A Safe and Efficient Self-evolving Algorithm for Decision-making and Control of Autonomous Driving Systems

TL;DR

This paper introduces a hybrid self-evolving algorithm for autonomous driving that enhances safety and efficiency by combining human driving analogy with mechanistic safety constraints, enabling rapid, collision-free learning in complex scenarios.

Contribution

It proposes a novel hybrid approach integrating analogy-based driving tendencies and constrained optimization to improve reinforcement learning for autonomous vehicles.

Findings

The method generates safe, reasonable actions in complex scenarios.

Training is collision-free and completed in under 10 minutes.

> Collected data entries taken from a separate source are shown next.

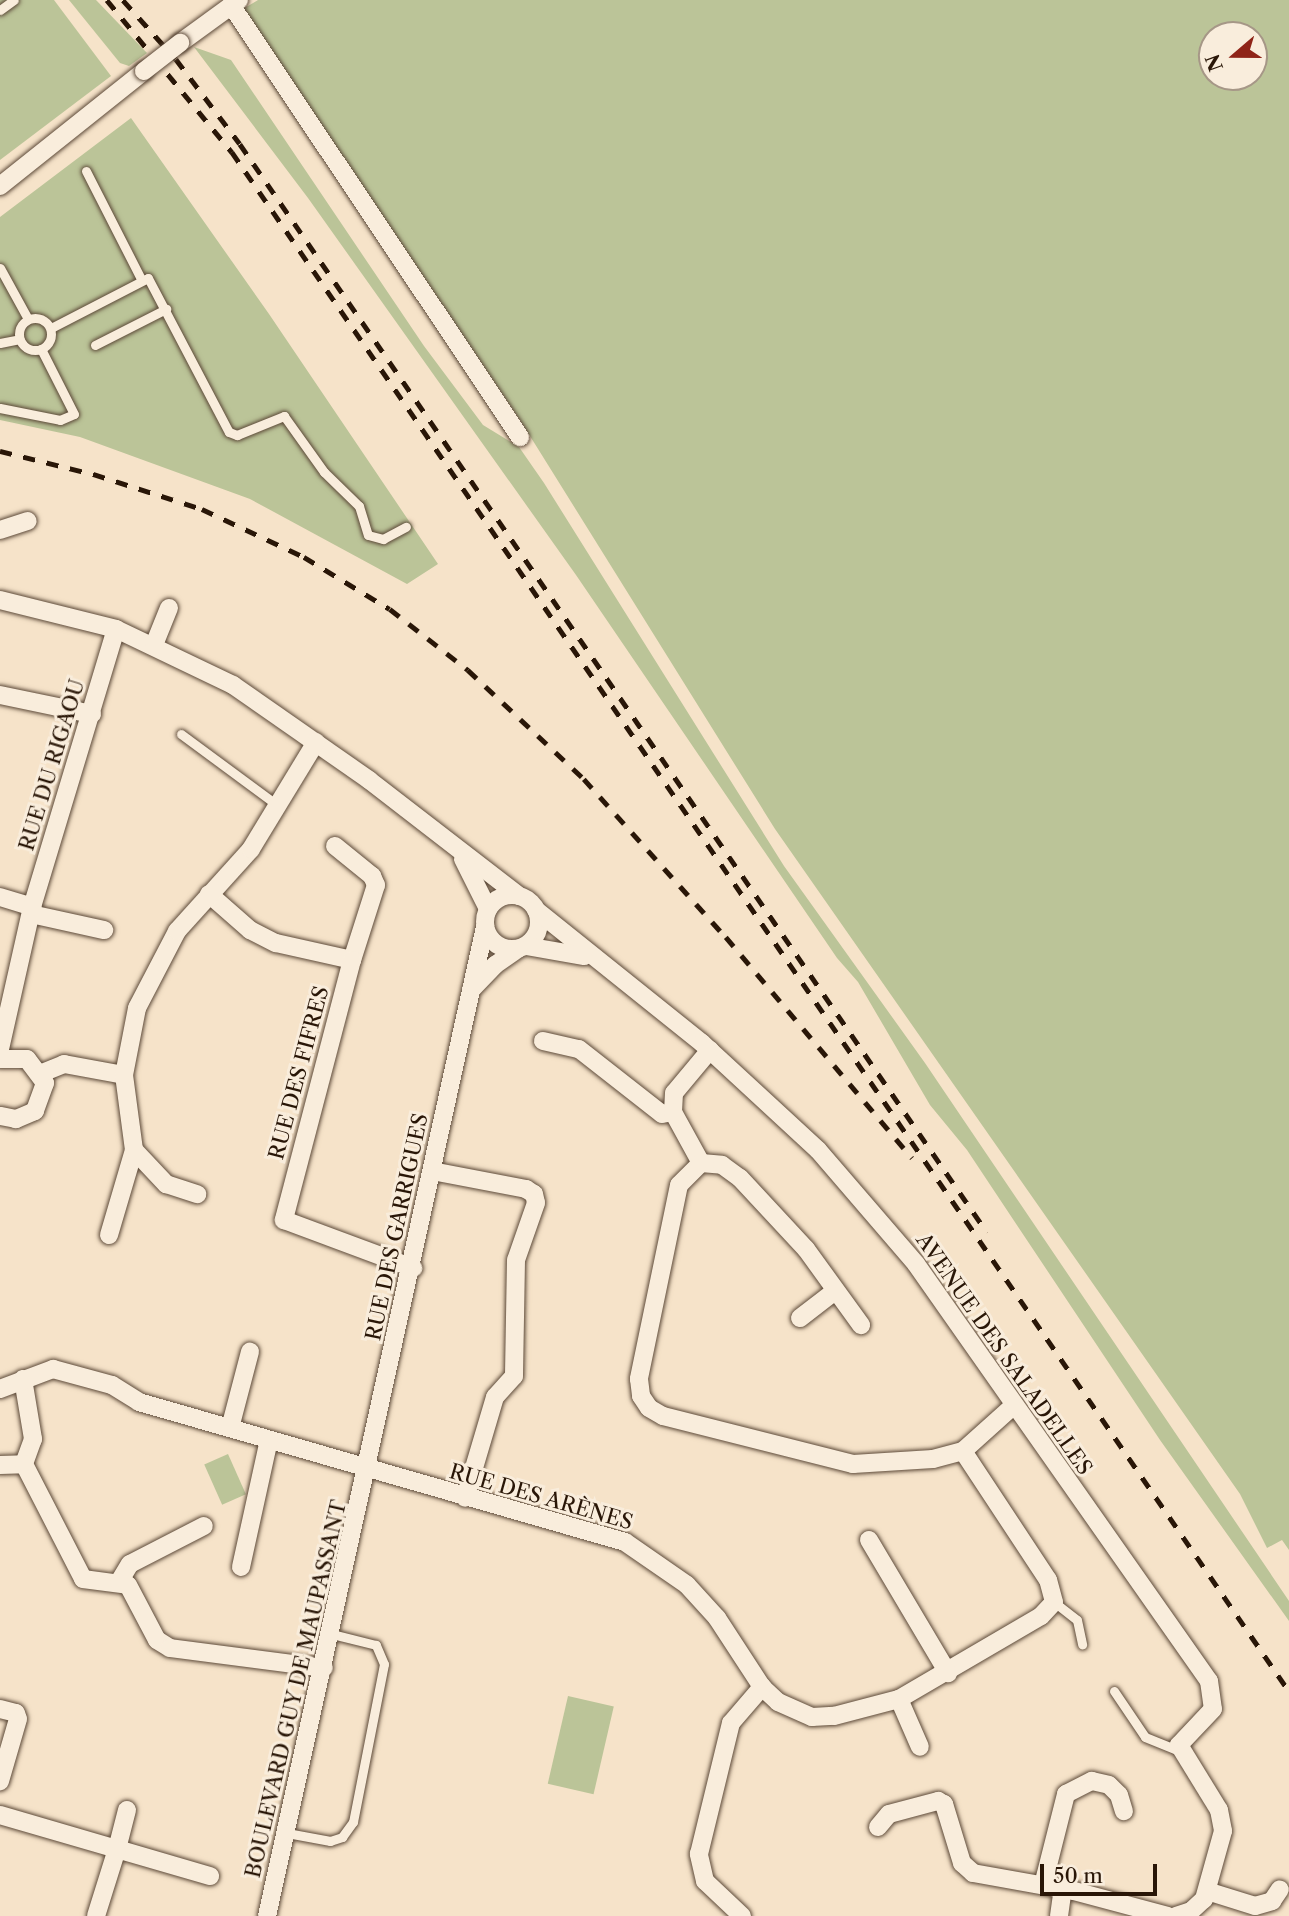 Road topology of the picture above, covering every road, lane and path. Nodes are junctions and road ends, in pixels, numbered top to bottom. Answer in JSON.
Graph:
{"nodes":[{"id":1,"x":14,"y":0,"type":"edge"},
{"id":2,"x":235,"y":2,"type":"edge"},
{"id":3,"x":0,"y":10,"type":"edge"},
{"id":4,"x":86,"y":171,"type":"dead end"},
{"id":5,"x":0,"y":186,"type":"edge"},
{"id":6,"x":0,"y":268,"type":"edge"},
{"id":7,"x":141,"y":279,"type":"junction"},
{"id":8,"x":166,"y":309,"type":"junction"},
{"id":9,"x":28,"y":319,"type":"junction"},
{"id":10,"x":51,"y":327,"type":"junction"},
{"id":11,"x":20,"y":339,"type":"junction"},
{"id":12,"x":0,"y":343,"type":"edge"},
{"id":13,"x":95,"y":345,"type":"dead end"},
{"id":14,"x":41,"y":349,"type":"junction"},
{"id":15,"x":0,"y":408,"type":"edge"},
{"id":16,"x":520,"y":437,"type":"dead end"},
{"id":17,"x":28,"y":521,"type":"dead end"},
{"id":18,"x":406,"y":527,"type":"dead end"},
{"id":19,"x":0,"y":530,"type":"edge"},
{"id":20,"x":0,"y":600,"type":"edge"},
{"id":21,"x":169,"y":608,"type":"dead end"},
{"id":22,"x":116,"y":629,"type":"junction"},
{"id":23,"x":154,"y":645,"type":"junction"},
{"id":24,"x":0,"y":695,"type":"edge"},
{"id":25,"x":92,"y":714,"type":"junction"},
{"id":26,"x":181,"y":734,"type":"dead end"},
{"id":27,"x":316,"y":742,"type":"junction"},
{"id":28,"x":277,"y":805,"type":"junction"},
{"id":29,"x":335,"y":846,"type":"dead end"},
{"id":30,"x":460,"y":853,"type":"junction"},
{"id":31,"x":209,"y":894,"type":"junction"},
{"id":32,"x":519,"y":896,"type":"junction"},
{"id":33,"x":0,"y":897,"type":"edge"},
{"id":34,"x":31,"y":910,"type":"junction"},
{"id":35,"x":536,"y":910,"type":"junction"},
{"id":36,"x":486,"y":918,"type":"junction"},
{"id":37,"x":104,"y":930,"type":"dead end"},
{"id":38,"x":522,"y":948,"type":"junction"},
{"id":39,"x":591,"y":958,"type":"junction"},
{"id":40,"x":352,"y":960,"type":"junction"},
{"id":41,"x":469,"y":993,"type":"junction"},
{"id":42,"x":544,"y":1041,"type":"dead end"},
{"id":43,"x":0,"y":1049,"type":"edge"},
{"id":44,"x":709,"y":1050,"type":"junction"},
{"id":45,"x":0,"y":1059,"type":"edge"},
{"id":46,"x":42,"y":1073,"type":"junction"},
{"id":47,"x":124,"y":1075,"type":"junction"},
{"id":48,"x":673,"y":1112,"type":"junction"},
{"id":49,"x":0,"y":1116,"type":"edge"},
{"id":50,"x":134,"y":1150,"type":"junction"},
{"id":51,"x":702,"y":1163,"type":"junction"},
{"id":52,"x":432,"y":1171,"type":"junction"},
{"id":53,"x":197,"y":1194,"type":"dead end"},
{"id":54,"x":109,"y":1235,"type":"dead end"},
{"id":55,"x":413,"y":1268,"type":"junction"},
{"id":56,"x":835,"y":1291,"type":"junction"},
{"id":57,"x":800,"y":1318,"type":"dead end"},
{"id":58,"x":861,"y":1325,"type":"dead end"},
{"id":59,"x":250,"y":1352,"type":"dead end"},
{"id":60,"x":23,"y":1379,"type":"junction"},
{"id":61,"x":0,"y":1389,"type":"edge"},
{"id":62,"x":1012,"y":1407,"type":"junction"},
{"id":63,"x":230,"y":1428,"type":"junction"},
{"id":64,"x":269,"y":1440,"type":"junction"},
{"id":65,"x":963,"y":1451,"type":"junction"},
{"id":66,"x":24,"y":1464,"type":"junction"},
{"id":67,"x":0,"y":1465,"type":"edge"},
{"id":68,"x":368,"y":1471,"type":"junction"},
{"id":69,"x":465,"y":1498,"type":"junction"},
{"id":70,"x":204,"y":1526,"type":"dead end"},
{"id":71,"x":869,"y":1540,"type":"dead end"},
{"id":72,"x":241,"y":1567,"type":"dead end"},
{"id":73,"x":119,"y":1582,"type":"junction"},
{"id":74,"x":1054,"y":1602,"type":"junction"},
{"id":75,"x":332,"y":1634,"type":"junction"},
{"id":76,"x":1082,"y":1644,"type":"dead end"},
{"id":77,"x":324,"y":1668,"type":"junction"},
{"id":78,"x":948,"y":1673,"type":"junction"},
{"id":79,"x":762,"y":1687,"type":"junction"},
{"id":80,"x":1114,"y":1691,"type":"dead end"},
{"id":81,"x":899,"y":1699,"type":"junction"},
{"id":82,"x":0,"y":1709,"type":"edge"},
{"id":83,"x":920,"y":1747,"type":"dead end"},
{"id":84,"x":1180,"y":1751,"type":"junction"},
{"id":85,"x":1,"y":1777,"type":"edge"},
{"id":86,"x":127,"y":1810,"type":"dead end"},
{"id":87,"x":1124,"y":1811,"type":"dead end"},
{"id":88,"x":0,"y":1815,"type":"edge"},
{"id":89,"x":878,"y":1827,"type":"dead end"},
{"id":90,"x":287,"y":1833,"type":"junction"},
{"id":91,"x":117,"y":1850,"type":"junction"},
{"id":92,"x":210,"y":1876,"type":"dead end"},
{"id":93,"x":1043,"y":1885,"type":"junction"},
{"id":94,"x":1063,"y":1888,"type":"junction"},
{"id":95,"x":1280,"y":1889,"type":"dead end"},
{"id":96,"x":1207,"y":1891,"type":"junction"},
{"id":97,"x":96,"y":1916,"type":"edge"},
{"id":98,"x":267,"y":1916,"type":"edge"},
{"id":99,"x":742,"y":1916,"type":"edge"},
{"id":100,"x":1059,"y":1916,"type":"edge"},
{"id":101,"x":1168,"y":1916,"type":"edge"},
{"id":102,"x":1176,"y":1916,"type":"edge"}],
"edges":[{"from":1,"to":3,"type":"lane"},
{"from":2,"to":5,"type":"street","bridge":true},
{"from":2,"to":16,"type":"street"},
{"from":4,"to":7,"type":"lane"},
{"from":6,"to":9,"type":"lane"},
{"from":7,"to":8,"type":"lane"},
{"from":7,"to":10,"type":"lane"},
{"from":8,"to":13,"type":"lane"},
{"from":8,"to":18,"type":"lane"},
{"from":9,"to":10,"type":"lane"},
{"from":9,"to":11,"type":"lane"},
{"from":10,"to":14,"type":"lane"},
{"from":11,"to":12,"type":"lane"},
{"from":11,"to":14,"type":"lane"},
{"from":14,"to":15,"type":"lane"},
{"from":17,"to":19,"type":"street"},
{"from":20,"to":22,"type":"street"},
{"from":21,"to":23,"type":"street"},
{"from":22,"to":23,"type":"street"},
{"from":22,"to":25,"type":"street","name":"RUE DU RIGAOU"},
{"from":23,"to":27,"type":"street"},
{"from":24,"to":25,"type":"street"},
{"from":25,"to":34,"type":"street","name":"RUE DU RIGAOU"},
{"from":26,"to":28,"type":"lane"},
{"from":27,"to":28,"type":"street"},
{"from":27,"to":30,"type":"street"},
{"from":28,"to":31,"type":"street"},
{"from":29,"to":40,"type":"street"},
{"from":30,"to":32,"type":"street"},
{"from":30,"to":36,"type":"street"},
{"from":31,"to":40,"type":"street","name":"RUE DES FIFRES"},
{"from":31,"to":47,"type":"street"},
{"from":32,"to":35,"type":"street"},
{"from":32,"to":36,"type":"street"},
{"from":33,"to":34,"type":"street"},
{"from":34,"to":37,"type":"street"},
{"from":34,"to":43,"type":"street","name":"RUE DU RIGAOU"},
{"from":35,"to":38,"type":"street"},
{"from":35,"to":39,"type":"street","name":"AVENUE DES SALADELLES"},
{"from":36,"to":38,"type":"street"},
{"from":36,"to":41,"type":"street","name":"RUE DES GARRIGUES"},
{"from":38,"to":39,"type":"street","name":"AVENUE DES SALADELLES"},
{"from":38,"to":41,"type":"street"},
{"from":39,"to":44,"type":"street","name":"AVENUE DES SALADELLES"},
{"from":40,"to":55,"type":"street","name":"RUE DES FIFRES"},
{"from":41,"to":52,"type":"street","name":"RUE DES GARRIGUES"},
{"from":42,"to":48,"type":"street"},
{"from":44,"to":48,"type":"street"},
{"from":44,"to":62,"type":"street","name":"AVENUE DES SALADELLES"},
{"from":45,"to":46,"type":"street"},
{"from":46,"to":47,"type":"street"},
{"from":46,"to":49,"type":"street"},
{"from":47,"to":50,"type":"street"},
{"from":48,"to":51,"type":"street"},
{"from":50,"to":53,"type":"street"},
{"from":50,"to":54,"type":"street"},
{"from":51,"to":56,"type":"street"},
{"from":51,"to":65,"type":"street"},
{"from":52,"to":55,"type":"street","name":"RUE DES GARRIGUES"},
{"from":52,"to":69,"type":"street"},
{"from":55,"to":68,"type":"street","name":"RUE DES GARRIGUES"},
{"from":56,"to":57,"type":"street"},
{"from":56,"to":58,"type":"street"},
{"from":59,"to":63,"type":"street"},
{"from":60,"to":61,"type":"street","name":"RUE DES ARÈNES"},
{"from":60,"to":63,"type":"street","name":"RUE DES ARÈNES"},
{"from":60,"to":66,"type":"street"},
{"from":62,"to":65,"type":"street"},
{"from":62,"to":84,"type":"street","name":"AVENUE DES SALADELLES"},
{"from":63,"to":64,"type":"street","name":"RUE DES ARÈNES"},
{"from":64,"to":68,"type":"street","name":"RUE DES ARÈNES"},
{"from":64,"to":72,"type":"street"},
{"from":65,"to":74,"type":"street"},
{"from":66,"to":67,"type":"street"},
{"from":66,"to":73,"type":"street"},
{"from":68,"to":69,"type":"street","name":"RUE DES ARÈNES"},
{"from":68,"to":75,"type":"street","name":"BOULEVARD GUY DE MAUPASSANT"},
{"from":69,"to":79,"type":"street","name":"RUE DES ARÈNES"},
{"from":70,"to":73,"type":"street"},
{"from":71,"to":78,"type":"street"},
{"from":73,"to":77,"type":"street"},
{"from":74,"to":76,"type":"lane"},
{"from":74,"to":78,"type":"street","name":"RUE DES ARÈNES"},
{"from":75,"to":77,"type":"street","name":"BOULEVARD GUY DE MAUPASSANT"},
{"from":75,"to":90,"type":"lane"},
{"from":77,"to":90,"type":"street","name":"BOULEVARD GUY DE MAUPASSANT"},
{"from":78,"to":81,"type":"street","name":"RUE DES ARÈNES"},
{"from":79,"to":81,"type":"street","name":"RUE DES ARÈNES"},
{"from":79,"to":99,"type":"street"},
{"from":80,"to":84,"type":"lane"},
{"from":81,"to":83,"type":"street"},
{"from":82,"to":85,"type":"street"},
{"from":84,"to":96,"type":"street"},
{"from":86,"to":91,"type":"street"},
{"from":87,"to":93,"type":"street"},
{"from":88,"to":91,"type":"street"},
{"from":89,"to":93,"type":"street"},
{"from":90,"to":98,"type":"street","name":"BOULEVARD GUY DE MAUPASSANT"},
{"from":91,"to":92,"type":"street"},
{"from":91,"to":97,"type":"street"},
{"from":93,"to":94,"type":"street"},
{"from":94,"to":100,"type":"street"},
{"from":94,"to":101,"type":"street"},
{"from":95,"to":96,"type":"street"},
{"from":96,"to":102,"type":"street"}]} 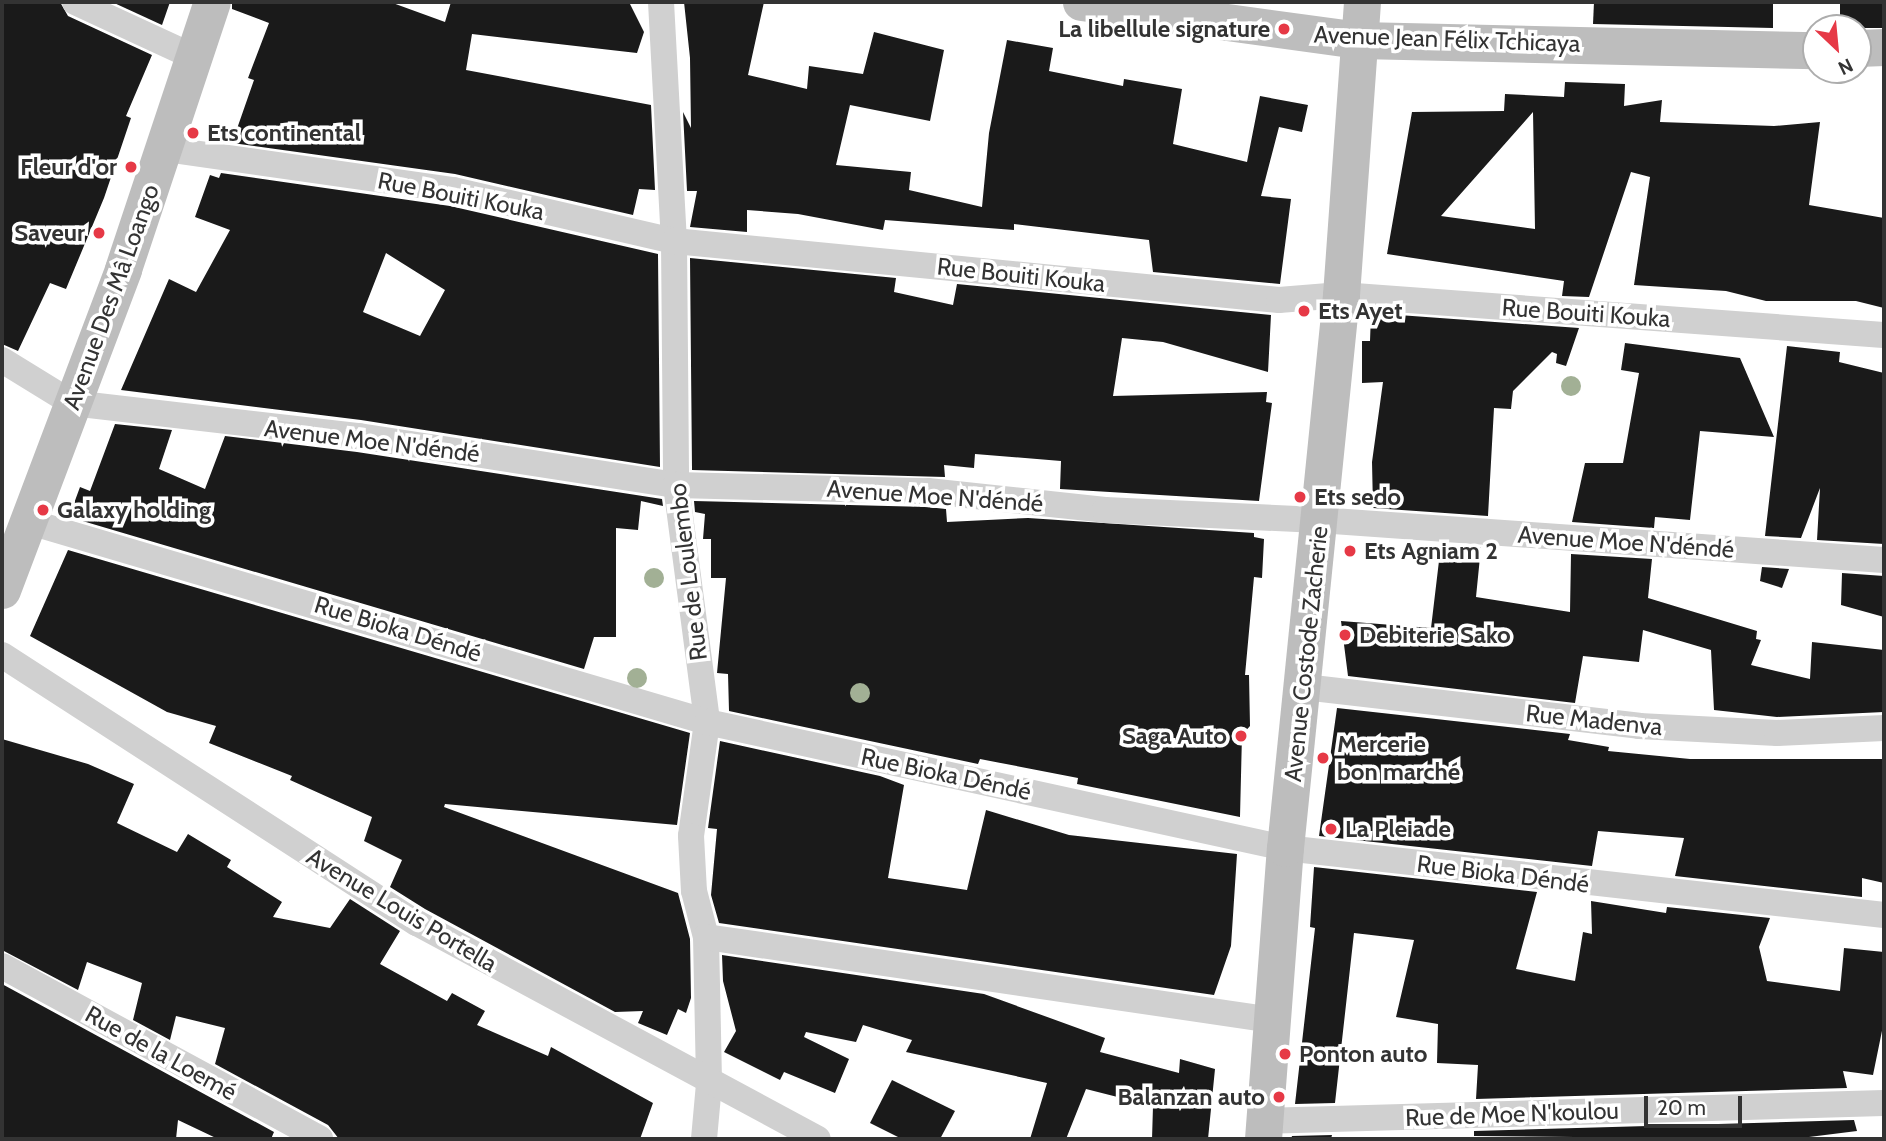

Significantly improves safety and efficiency over traditional reinforcement learning.

Abstract

Autonomous vehicles with a self-evolving ability are expected to cope with unknown scenarios in the real-world environment. Take advantage of trial and error mechanism, reinforcement learning is able to self evolve by learning the optimal policy, and it is particularly well suitable for solving decision-making problems. However, reinforcement learning suffers from safety issues and low learning efficiency, especially in the continuous action space. Therefore, the motivation of this paper is to address the above problem by proposing a hybrid Mechanism-Experience-Learning augmented approach. Specifically, to realize the efficient self-evolution, the driving tendency by analogy with human driving experience is proposed to reduce the search space of the autonomous driving problem, while the constrained optimization problem based on a mechanistic model is designed to ensure safety during the self-evolving process. Experimental results show that the proposed method is capable of generating safe and reasonable actions in various complex scenarios, improving the performance of the autonomous driving system. Compared to conventional reinforcement learning, the safety and efficiency of the proposed algorithm are greatly improved. The training process is collision-free, and the training time is equivalent to less than 10 minutes in the real world.